A heavy metal may be threatening public safety in Baltimore

BALTIMORE (WBFF)-- Unrest, guns, and light prison sentences are blamed for more crime in Baltimore. But an environmental threat may also explain city violence.

Kim Smith, is a mother of four. Her youngest son, Cecil, looked up to his two brothers.

“If they climbed the wall, he was going to climb the wall,” Kim remembers.

Kim says the window sills and floor boards along those walls were covered with lead paint. All four of her children suffered lead poisoning. Cecil, and his brother, Charles, got the worst of it.

Cecil dropped out of school. He was arrested for robbery, and spent eighteen months in prison.

“I think it actually does something to their brain."

"They don’t recognize some of the things they are doing,” Kim says of Cecil’s lead poisoning.

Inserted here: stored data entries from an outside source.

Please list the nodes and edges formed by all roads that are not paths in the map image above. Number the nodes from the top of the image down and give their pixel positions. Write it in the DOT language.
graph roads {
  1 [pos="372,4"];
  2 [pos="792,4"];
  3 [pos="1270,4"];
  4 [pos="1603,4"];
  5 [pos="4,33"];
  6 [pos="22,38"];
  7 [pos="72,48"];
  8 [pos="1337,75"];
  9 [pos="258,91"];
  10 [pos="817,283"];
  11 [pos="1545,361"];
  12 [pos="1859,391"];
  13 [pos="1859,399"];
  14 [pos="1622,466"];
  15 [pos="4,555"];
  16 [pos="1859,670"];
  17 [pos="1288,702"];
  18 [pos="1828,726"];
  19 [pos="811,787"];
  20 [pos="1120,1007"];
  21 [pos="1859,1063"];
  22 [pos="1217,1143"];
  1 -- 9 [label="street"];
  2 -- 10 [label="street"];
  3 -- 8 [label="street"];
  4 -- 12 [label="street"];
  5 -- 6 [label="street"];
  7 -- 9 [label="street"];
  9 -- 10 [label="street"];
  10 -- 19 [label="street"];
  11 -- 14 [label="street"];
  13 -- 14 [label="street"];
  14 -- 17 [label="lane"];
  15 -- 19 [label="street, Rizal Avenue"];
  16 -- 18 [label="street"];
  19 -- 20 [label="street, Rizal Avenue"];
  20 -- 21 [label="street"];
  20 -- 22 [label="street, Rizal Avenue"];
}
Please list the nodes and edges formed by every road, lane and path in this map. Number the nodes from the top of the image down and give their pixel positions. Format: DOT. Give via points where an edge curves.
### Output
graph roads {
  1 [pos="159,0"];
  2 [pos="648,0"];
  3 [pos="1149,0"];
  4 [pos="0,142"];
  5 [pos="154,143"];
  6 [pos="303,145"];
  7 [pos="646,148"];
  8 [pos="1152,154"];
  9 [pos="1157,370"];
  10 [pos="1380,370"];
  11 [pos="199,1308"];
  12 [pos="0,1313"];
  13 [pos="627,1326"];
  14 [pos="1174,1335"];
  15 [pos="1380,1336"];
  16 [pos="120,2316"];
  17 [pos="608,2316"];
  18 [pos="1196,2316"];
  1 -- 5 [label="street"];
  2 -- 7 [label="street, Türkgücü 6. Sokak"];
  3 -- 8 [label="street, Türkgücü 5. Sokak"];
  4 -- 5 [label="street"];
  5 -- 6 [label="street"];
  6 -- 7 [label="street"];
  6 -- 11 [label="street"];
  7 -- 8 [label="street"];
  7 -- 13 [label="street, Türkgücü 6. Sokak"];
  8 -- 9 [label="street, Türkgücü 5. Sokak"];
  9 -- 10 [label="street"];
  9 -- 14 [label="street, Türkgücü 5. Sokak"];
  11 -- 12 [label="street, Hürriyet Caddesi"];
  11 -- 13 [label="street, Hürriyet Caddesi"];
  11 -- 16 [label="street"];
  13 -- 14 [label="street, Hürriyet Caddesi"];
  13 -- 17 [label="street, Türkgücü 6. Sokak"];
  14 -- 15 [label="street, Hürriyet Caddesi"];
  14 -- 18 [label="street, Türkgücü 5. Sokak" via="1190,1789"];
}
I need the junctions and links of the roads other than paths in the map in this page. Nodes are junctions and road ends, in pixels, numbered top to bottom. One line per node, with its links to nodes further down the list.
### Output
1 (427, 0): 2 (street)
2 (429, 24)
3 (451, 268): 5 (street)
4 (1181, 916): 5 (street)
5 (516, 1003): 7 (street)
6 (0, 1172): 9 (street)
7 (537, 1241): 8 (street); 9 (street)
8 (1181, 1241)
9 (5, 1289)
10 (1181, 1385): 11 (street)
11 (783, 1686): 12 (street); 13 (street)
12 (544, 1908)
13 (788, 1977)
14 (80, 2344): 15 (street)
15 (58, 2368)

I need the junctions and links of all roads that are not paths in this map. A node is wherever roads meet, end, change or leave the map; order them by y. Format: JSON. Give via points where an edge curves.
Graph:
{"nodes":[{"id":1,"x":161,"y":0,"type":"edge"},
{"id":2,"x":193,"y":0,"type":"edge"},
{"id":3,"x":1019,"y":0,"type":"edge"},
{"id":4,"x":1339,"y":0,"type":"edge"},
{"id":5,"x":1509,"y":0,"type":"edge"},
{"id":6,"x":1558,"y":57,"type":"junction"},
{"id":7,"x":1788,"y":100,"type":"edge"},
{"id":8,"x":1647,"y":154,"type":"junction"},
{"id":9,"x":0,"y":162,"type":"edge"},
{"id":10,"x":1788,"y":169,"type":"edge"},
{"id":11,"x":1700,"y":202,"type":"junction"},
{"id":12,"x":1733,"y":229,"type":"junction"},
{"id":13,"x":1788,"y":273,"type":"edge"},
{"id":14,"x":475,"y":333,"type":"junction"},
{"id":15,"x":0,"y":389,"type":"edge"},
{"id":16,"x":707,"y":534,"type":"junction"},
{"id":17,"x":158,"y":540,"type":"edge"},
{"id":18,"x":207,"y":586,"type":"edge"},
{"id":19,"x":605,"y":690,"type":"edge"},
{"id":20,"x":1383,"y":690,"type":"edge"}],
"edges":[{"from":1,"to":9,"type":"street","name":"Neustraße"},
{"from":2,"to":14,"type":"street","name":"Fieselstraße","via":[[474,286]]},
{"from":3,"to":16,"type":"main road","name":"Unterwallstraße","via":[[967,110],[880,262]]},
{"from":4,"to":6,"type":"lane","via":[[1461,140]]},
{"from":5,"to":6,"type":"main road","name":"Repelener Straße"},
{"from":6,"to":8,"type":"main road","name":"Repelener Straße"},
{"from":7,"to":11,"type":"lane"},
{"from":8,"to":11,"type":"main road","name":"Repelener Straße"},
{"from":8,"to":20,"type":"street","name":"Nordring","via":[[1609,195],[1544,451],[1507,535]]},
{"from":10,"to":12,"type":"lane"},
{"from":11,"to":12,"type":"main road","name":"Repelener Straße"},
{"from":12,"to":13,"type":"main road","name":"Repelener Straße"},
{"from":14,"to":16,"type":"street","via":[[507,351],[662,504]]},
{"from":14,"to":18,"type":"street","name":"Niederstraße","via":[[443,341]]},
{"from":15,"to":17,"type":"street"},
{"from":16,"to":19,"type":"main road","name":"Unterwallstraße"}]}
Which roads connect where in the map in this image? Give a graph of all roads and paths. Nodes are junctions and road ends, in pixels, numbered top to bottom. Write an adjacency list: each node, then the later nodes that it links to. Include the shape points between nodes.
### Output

When a child is poisoned by lead, the heavy metal circulates through the bloodstream, bone, and brain. Over time, lead affects the pre-frontal cortex, the part of the brain we use to make good decisions.

The head of the lead program at the Mt. Washington Pediatric Hospital, says that brain injury can lead to aggressive behavior.

“There has been shown a correlation with lead poisoning and the violence in Baltimore,”

Nurse Practitioner Barbara Moore says, along with other factors like education and family life.

Research going back to the 1940’s cites a pattern of violence committed by lead poisoned teens and young adults, but some research disagrees on a direct link between the two.

A 2009 study from the University of Otago in New Zealand, calls the association “somewhat weak.”

Attorney Nicholas Szokoly has worked on over 400 lead poisoning lawsuits. He says the link between lead and violence isn’t in question, but “it isn’t like you can pick lead out of a lineup and say, ah ha! That’s the guy right there.”

When Cecil was released from prison, he got a job moving furniture. About a year after his release, he got into an argument in East Baltimore, and was murdered. His case remains unsolved.

For Cecil’s mom, the link between lead poisoning and violence is undeniable, and she points to her son’s violent crime, and death, as proof.